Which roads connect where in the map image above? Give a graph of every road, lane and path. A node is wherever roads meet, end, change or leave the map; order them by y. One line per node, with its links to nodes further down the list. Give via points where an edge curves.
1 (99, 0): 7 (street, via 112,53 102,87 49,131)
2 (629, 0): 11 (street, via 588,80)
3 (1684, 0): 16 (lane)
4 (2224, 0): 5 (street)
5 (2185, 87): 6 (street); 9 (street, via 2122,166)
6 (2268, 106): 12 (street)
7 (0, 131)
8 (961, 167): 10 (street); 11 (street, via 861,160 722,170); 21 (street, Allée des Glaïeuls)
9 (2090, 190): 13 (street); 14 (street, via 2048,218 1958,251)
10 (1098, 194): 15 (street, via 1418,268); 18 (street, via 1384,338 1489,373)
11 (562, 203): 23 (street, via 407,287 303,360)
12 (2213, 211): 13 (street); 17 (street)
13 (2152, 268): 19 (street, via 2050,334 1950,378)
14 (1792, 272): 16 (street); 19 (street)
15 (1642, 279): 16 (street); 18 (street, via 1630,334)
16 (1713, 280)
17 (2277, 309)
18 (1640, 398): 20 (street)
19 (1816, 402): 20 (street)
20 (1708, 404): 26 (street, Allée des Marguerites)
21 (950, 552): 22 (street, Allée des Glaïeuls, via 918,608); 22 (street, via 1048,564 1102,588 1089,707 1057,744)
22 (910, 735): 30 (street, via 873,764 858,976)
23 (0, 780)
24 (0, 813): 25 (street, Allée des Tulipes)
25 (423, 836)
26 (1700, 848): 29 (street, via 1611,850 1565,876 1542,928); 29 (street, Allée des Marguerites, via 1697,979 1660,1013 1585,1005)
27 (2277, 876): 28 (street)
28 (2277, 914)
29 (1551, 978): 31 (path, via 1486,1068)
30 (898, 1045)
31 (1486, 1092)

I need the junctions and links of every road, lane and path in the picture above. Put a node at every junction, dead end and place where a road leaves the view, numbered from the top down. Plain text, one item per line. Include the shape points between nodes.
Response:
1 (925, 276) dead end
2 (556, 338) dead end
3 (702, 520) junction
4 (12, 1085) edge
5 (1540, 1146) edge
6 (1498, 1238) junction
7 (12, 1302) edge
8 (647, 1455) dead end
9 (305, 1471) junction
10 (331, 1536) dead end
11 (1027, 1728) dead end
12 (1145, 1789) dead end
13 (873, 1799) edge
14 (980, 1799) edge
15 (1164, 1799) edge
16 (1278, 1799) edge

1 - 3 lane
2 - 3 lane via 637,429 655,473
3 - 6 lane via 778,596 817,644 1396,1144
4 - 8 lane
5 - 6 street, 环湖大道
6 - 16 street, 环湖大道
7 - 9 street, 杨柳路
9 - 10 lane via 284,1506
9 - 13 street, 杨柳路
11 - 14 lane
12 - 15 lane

———

### [Instructions for the task]
Up to and including the line with "I need the junctions", repeat the data exactly, starting from its first line; nothing else belongs in the response.

### [Your solution]
Which roads connect where in the map image above? Give a graph of every road, lane and path. A node is wherever roads meet, end, change or leave the map; order them by y. One line per node, with its links to nodes further down the list. Give via points where an edge curves.
1 (99, 0): 7 (street, via 112,53 102,87 49,131)
2 (629, 0): 11 (street, via 588,80)
3 (1684, 0): 16 (lane)
4 (2224, 0): 5 (street)
5 (2185, 87): 6 (street); 9 (street, via 2122,166)
6 (2268, 106): 12 (street)
7 (0, 131)
8 (961, 167): 10 (street); 11 (street, via 861,160 722,170); 21 (street, Allée des Glaïeuls)
9 (2090, 190): 13 (street); 14 (street, via 2048,218 1958,251)
10 (1098, 194): 15 (street, via 1418,268); 18 (street, via 1384,338 1489,373)
11 (562, 203): 23 (street, via 407,287 303,360)
12 (2213, 211): 13 (street); 17 (street)
13 (2152, 268): 19 (street, via 2050,334 1950,378)
14 (1792, 272): 16 (street); 19 (street)
15 (1642, 279): 16 (street); 18 (street, via 1630,334)
16 (1713, 280)
17 (2277, 309)
18 (1640, 398): 20 (street)
19 (1816, 402): 20 (street)
20 (1708, 404): 26 (street, Allée des Marguerites)
21 (950, 552): 22 (street, Allée des Glaïeuls, via 918,608); 22 (street, via 1048,564 1102,588 1089,707 1057,744)
22 (910, 735): 30 (street, via 873,764 858,976)
23 (0, 780)
24 (0, 813): 25 (street, Allée des Tulipes)
25 (423, 836)
26 (1700, 848): 29 (street, via 1611,850 1565,876 1542,928); 29 (street, Allée des Marguerites, via 1697,979 1660,1013 1585,1005)
27 (2277, 876): 28 (street)
28 (2277, 914)
29 (1551, 978): 31 (path, via 1486,1068)
30 (898, 1045)
31 (1486, 1092)

I need the junctions and links of every road, lane and path in the picture above. Put a node at every junction, dead end and place where a road leaves the view, numbered from the top down. Plain text, one item per line. Include the shape points between nodes.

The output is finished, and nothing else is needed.